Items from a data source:
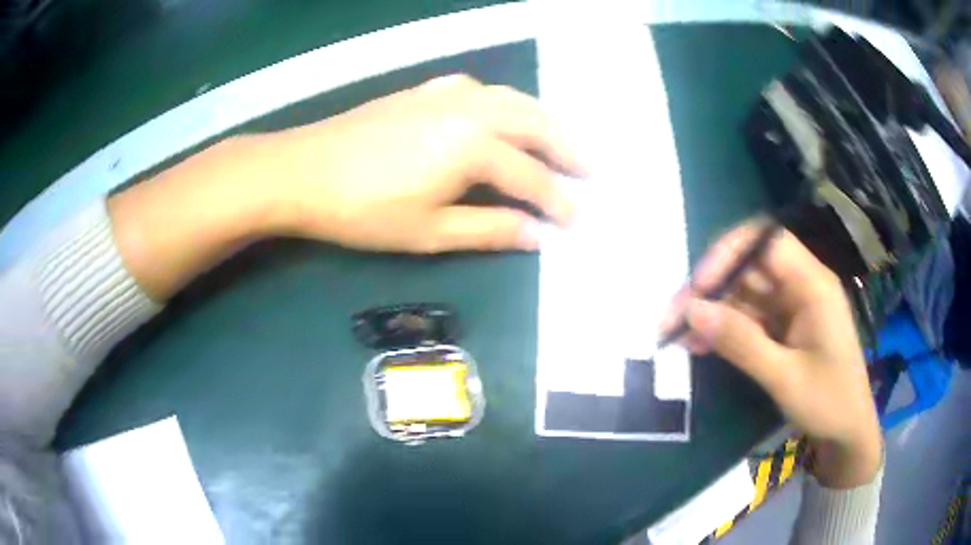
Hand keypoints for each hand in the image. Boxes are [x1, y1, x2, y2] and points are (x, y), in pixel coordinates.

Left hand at [256, 74, 586, 251]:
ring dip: (542, 120)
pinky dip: (505, 103)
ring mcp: (447, 94)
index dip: (558, 202)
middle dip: (567, 148)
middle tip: (589, 169)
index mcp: (473, 147)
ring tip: (560, 141)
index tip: (577, 220)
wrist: (304, 170)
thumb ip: (490, 231)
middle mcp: (470, 109)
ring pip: (512, 99)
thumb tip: (538, 235)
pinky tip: (503, 115)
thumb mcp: (430, 233)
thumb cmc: (363, 211)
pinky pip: (482, 90)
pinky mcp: (427, 90)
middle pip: (534, 124)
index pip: (531, 177)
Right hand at [663, 221, 882, 488]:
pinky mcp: (784, 327)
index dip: (728, 253)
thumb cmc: (828, 402)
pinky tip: (699, 345)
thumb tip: (692, 311)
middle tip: (673, 318)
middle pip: (749, 267)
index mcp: (813, 284)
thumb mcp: (784, 377)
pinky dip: (724, 329)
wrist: (847, 432)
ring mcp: (791, 306)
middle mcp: (801, 285)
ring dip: (711, 311)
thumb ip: (741, 341)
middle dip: (710, 288)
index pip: (766, 241)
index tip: (699, 287)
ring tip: (678, 336)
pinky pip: (748, 317)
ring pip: (744, 293)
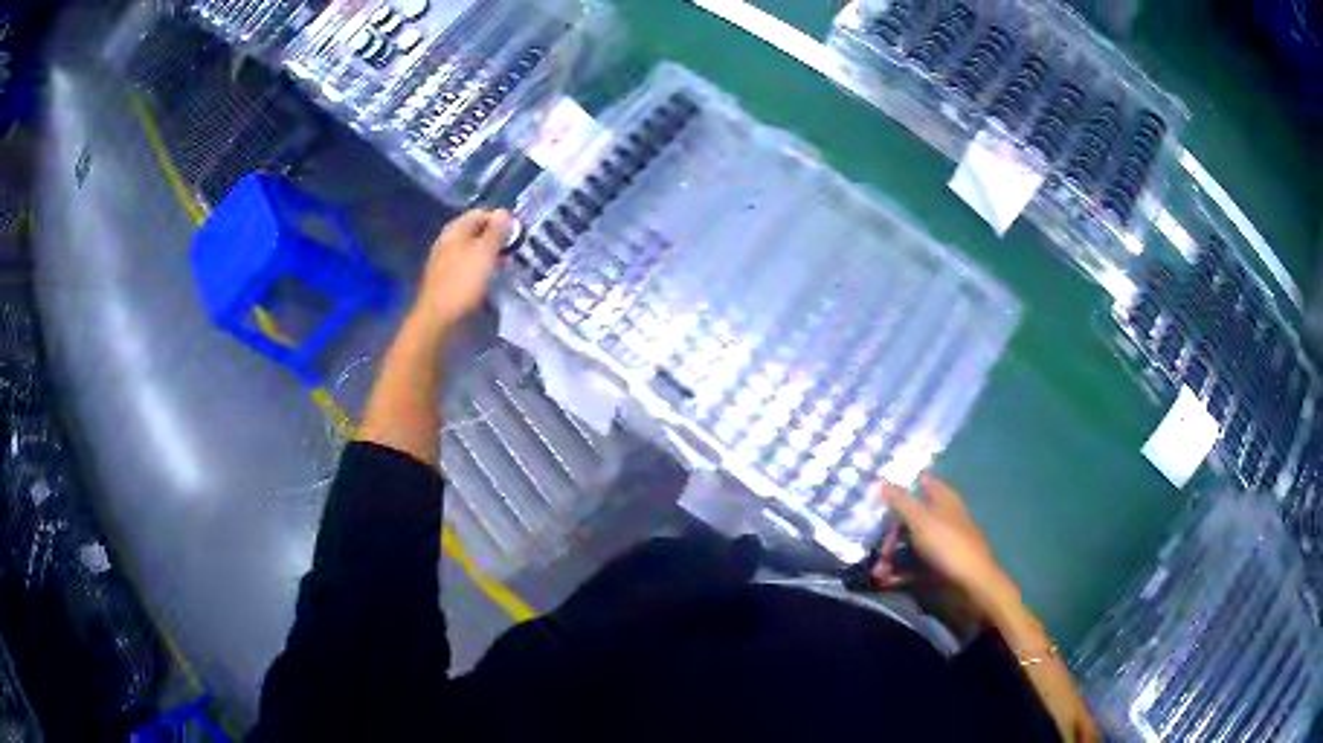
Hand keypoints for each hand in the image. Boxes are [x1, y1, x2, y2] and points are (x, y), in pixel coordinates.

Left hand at [411, 209, 512, 332]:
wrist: (438, 319)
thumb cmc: (463, 283)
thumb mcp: (485, 253)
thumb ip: (496, 231)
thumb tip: (504, 212)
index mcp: (455, 230)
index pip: (481, 213)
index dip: (500, 220)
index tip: (517, 235)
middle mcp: (448, 242)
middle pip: (476, 232)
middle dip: (496, 239)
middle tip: (513, 252)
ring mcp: (445, 262)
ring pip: (473, 251)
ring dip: (489, 257)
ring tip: (505, 267)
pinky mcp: (447, 281)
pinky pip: (468, 268)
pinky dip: (480, 271)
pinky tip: (490, 281)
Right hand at [874, 476, 1008, 607]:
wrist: (971, 583)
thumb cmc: (947, 544)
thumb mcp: (921, 520)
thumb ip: (901, 501)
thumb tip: (881, 480)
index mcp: (943, 499)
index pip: (922, 483)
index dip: (902, 487)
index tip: (879, 497)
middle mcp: (943, 517)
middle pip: (911, 518)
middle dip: (890, 534)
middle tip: (879, 550)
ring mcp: (941, 542)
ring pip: (911, 543)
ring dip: (892, 557)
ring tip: (879, 573)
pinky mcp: (939, 563)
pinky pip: (915, 563)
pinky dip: (901, 571)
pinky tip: (889, 581)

ASSIGNMENT: Set down the data above word for word, leaving every picture out.

OUTPUT OF THE TASK:
Hand keypoints for each hand in the image. Boxes are [x1, y1, x2, y2] and points are (x, y), in pixel coordinates.

Left hand at [256, 74, 586, 251]:
ring dip: (542, 120)
pinky dip: (505, 103)
ring mcp: (447, 94)
index dip: (558, 202)
middle dip: (567, 148)
middle tip: (589, 169)
index mcp: (473, 147)
ring tip: (560, 141)
index tip: (577, 220)
wrist: (304, 170)
thumb ip: (490, 231)
middle mcp: (470, 109)
ring pip: (512, 99)
thumb tip: (538, 235)
pinky tip: (503, 115)
thumb mcp: (430, 233)
thumb cmc: (363, 211)
pinky pip: (482, 90)
pinky mcp: (427, 90)
middle pip: (534, 124)
index pip: (531, 177)
Right hand at [663, 221, 882, 488]:
pinky mcp: (784, 327)
index dip: (728, 253)
thumb cmc: (828, 402)
pinky tip: (699, 345)
thumb tip: (692, 311)
middle tip: (673, 318)
middle pip: (749, 267)
index mcp: (813, 284)
thumb mcp: (784, 377)
pinky dip: (724, 329)
wrist: (847, 432)
ring mcp: (791, 306)
middle mcp: (801, 285)
ring dip: (711, 311)
thumb ip: (741, 341)
middle dip: (710, 288)
index pip: (766, 241)
index tip: (699, 287)
ring tip: (678, 336)
pinky pip: (748, 317)
ring pip: (744, 293)
Hand keypoints for each hand in the image. Boxes are [x1, y1, x2, y2] and points are (x, y), in pixel coordinates.

Left hand at [411, 209, 512, 332]:
wrist: (438, 319)
thumb cmc: (463, 283)
thumb mcp: (485, 253)
thumb ip: (496, 231)
thumb tip: (504, 212)
index mcp: (455, 230)
index pip: (481, 213)
index dip: (500, 220)
index tip: (517, 235)
middle mcp: (448, 242)
middle pip: (476, 232)
middle dip: (496, 239)
middle tip: (513, 252)
ring mcp: (445, 262)
ring pip: (473, 251)
ring dip: (489, 257)
ring tip: (505, 267)
pinky mcp: (447, 281)
pinky pip: (468, 268)
pinky dip: (480, 271)
pinky tip: (490, 281)
Right hand at [874, 476, 1008, 607]:
wrist: (971, 583)
thumb cmc: (947, 544)
thumb mcp: (921, 520)
thumb ip: (901, 501)
thumb tip: (881, 480)
index mcp: (943, 499)
index pip: (922, 483)
index dip: (902, 487)
index tip: (879, 497)
middle mcp: (943, 517)
middle pip: (911, 518)
middle dip: (890, 534)
middle tip: (879, 550)
ring mcp: (941, 542)
ring pip: (911, 543)
ring dip: (892, 557)
ring tip: (879, 573)
pinky mcp: (939, 563)
pinky pip: (915, 563)
pinky dip: (901, 571)
pinky tip: (889, 581)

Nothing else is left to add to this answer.